After an hour or so of silent and steady work, Rundström summoned all the police officers to the house to go through the case so far. By then two more cars had arrived from Ostersund with more equipment for the forensic team. Then the helicopter had returned and collected Andersson’s body. Later it would be taken by car from Ostersund to the coroner’s office in Umeå.

Before the meeting started, Rundström had gone over to where Lindman was sitting in his car and asked him to join them. So far he hadn’t inquired how Lindman had been the one to discover Andersson’s body.

The officers huddled in the sizable kitchen. They were tired and cold. Larsson was leaning against a wall, pulling hairs out of one of his nostrils. Lindman thought he looked older than his forty-three years. His cheeks were sunken, his eyelids heavy. He sometimes gave the impression of not being with it, but Lindman thought it was more likely that his mind was working overtime. His concentration was directed inwards. Lindman supposed that Larsson was looking for the answer to the question every investigation leader asks himself over and over: what is it that we can’t see?

Rundström opened the meeting by talking about roadblocks. They had been set up on all the major access roads. Before the police had arrived in Sarna, there had been a report of a car driving south at high speed, towards Idre. This was an important sighting. Rundström asked Johansson to talk to their colleagues in Dalarna.

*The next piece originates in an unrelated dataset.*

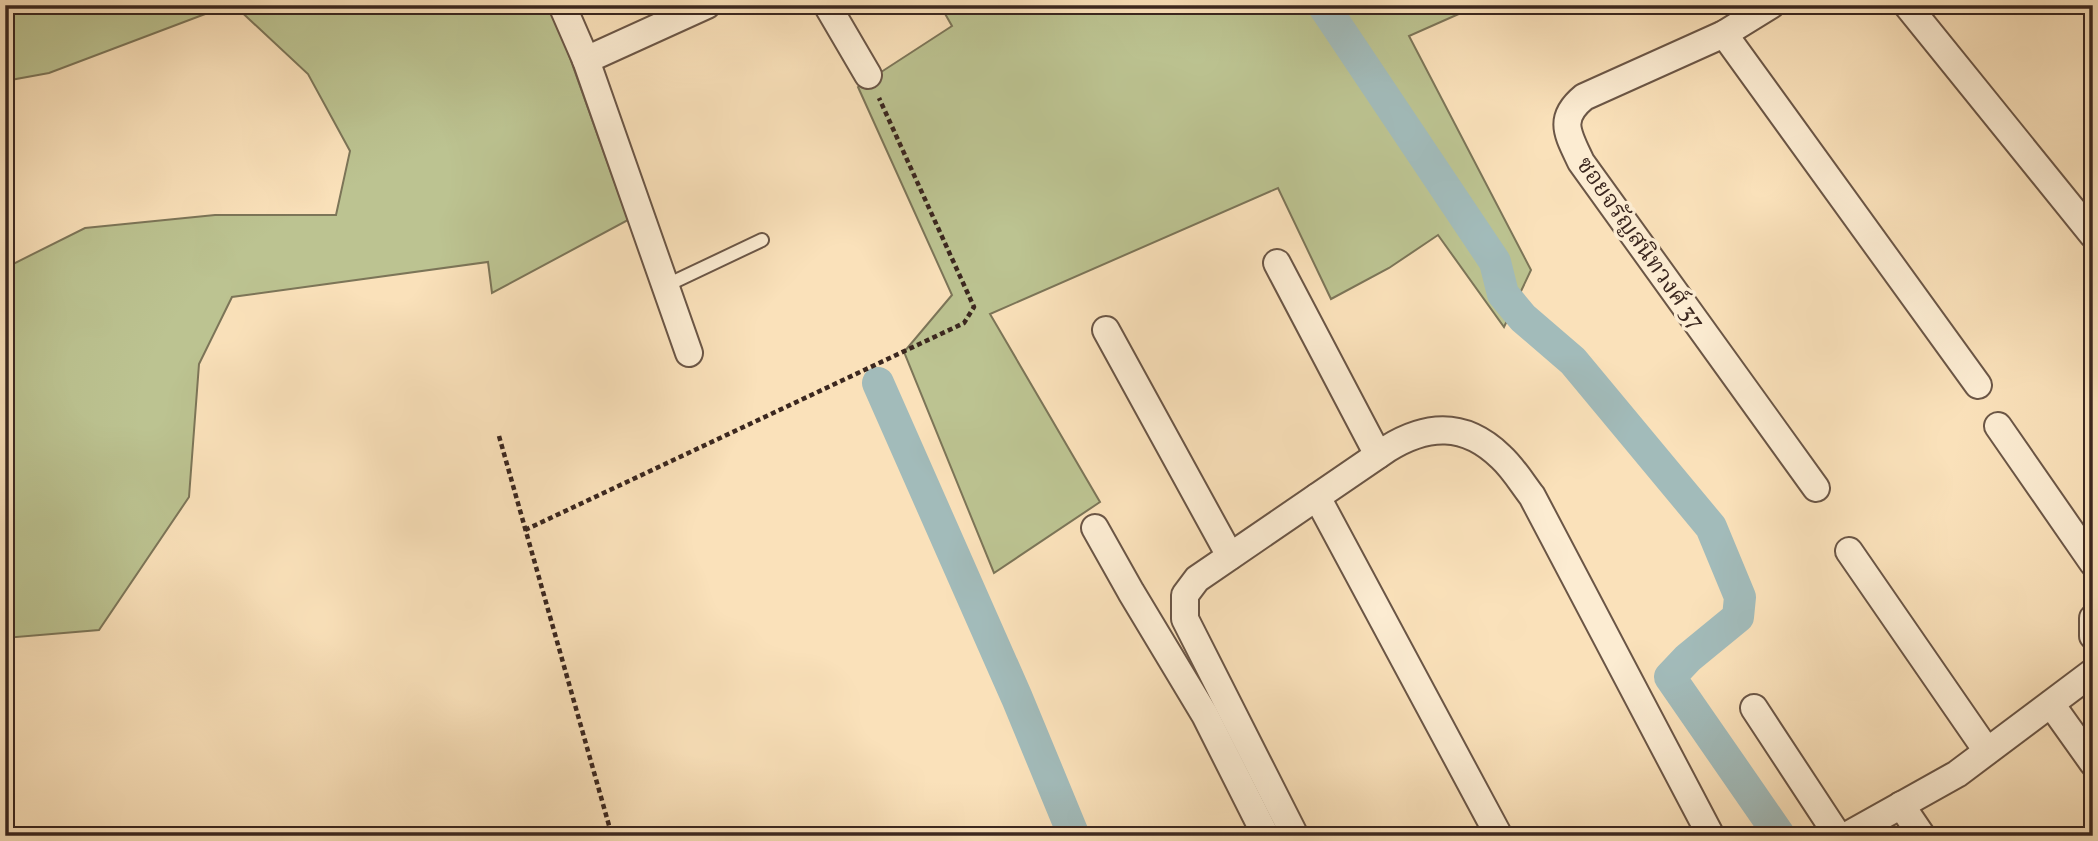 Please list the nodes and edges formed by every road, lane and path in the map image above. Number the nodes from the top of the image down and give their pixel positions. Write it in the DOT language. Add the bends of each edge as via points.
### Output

Then he turned to Lindman. “I don’t know if everyone present knows who you are,” he said. “We have a colleague from Borås here who used to work with Herbert Molin. I think it will be best if you explain the circumstances in which you came to discover Abraham Andersson’s body.”

Lindman described what had happened when he’d driven to Dunkarret from Sveg. Rundström asked him a few questions. What he wanted to know was the timing of various points. Lindman had been experienced enough and had the presence of mind to check his watch both when he arrived at the house and when he discovered the body. The meeting was short. The forensic team was anxious to get back to work because the weather forecast threatened sleet later in the day. Lindman went outside with Larsson.

“There’s something that doesn’t fit,” Larsson said. “You have suggested that the reason for Molin’s death may well be found in his past. That sounded reasonable to me. But where do we stand now? Andersson has never been a police officer. He and Molin didn’t know each other until they happened to settle in the same remote spot. That sinks your theory, I would have thought.”

“It has to be checked out, though, don’t you think? Molin and Andersson may have had something in common that we don’t yet know about.”

Larsson shook his head. “Of course we shall check into it. But I don’t buy it even so.” He burst out laughing. “Police officers shouldn’t believe anything, I know. But we do. From the very first moment we arrive at the scene of a crime we start forming possible conclusions. We make nets without knowing how big the mesh should be. Or what fish we are hoping to catch, not even what kind of water we’re going to put them in. The sea or a mountain lake? A river or a tarn?”

Lindman had some difficulty following Larsson’s imagery, but it sounded convincing.

One of the dog handlers emerged from the forest. Lindman could see from the state of the dog that it had really been stretching itself.

“Nothing,” said the handler. “And besides, I think Stamp’s ill.”

“What’s the matter with him?”

“He brought up his food. He’s probably caught a virus.”

Lindman turned to look at Andersson’s Norwegian elkhound: it was standing motionless on its lead, staring at the place where the voices of the forensic officers could be heard.

“What’s going on here in the forest?” Larsson said. “I don’t like it. It reminds me of a shadow moving in the dusk. You don’t know if its real or imagined.”

“What kind of a shadow?”

“The kind we’re not used to up here. Molin was the victim of a well-planned attack. Andersson was executed. I don’t get it.”

Their conversation was interrupted by Johansson. “We can forget about the car at Sarna. It was a man in a hurry to get his wife to the maternity hospital.”

Larsson muttered something inaudible in reply. Johansson went back to the house.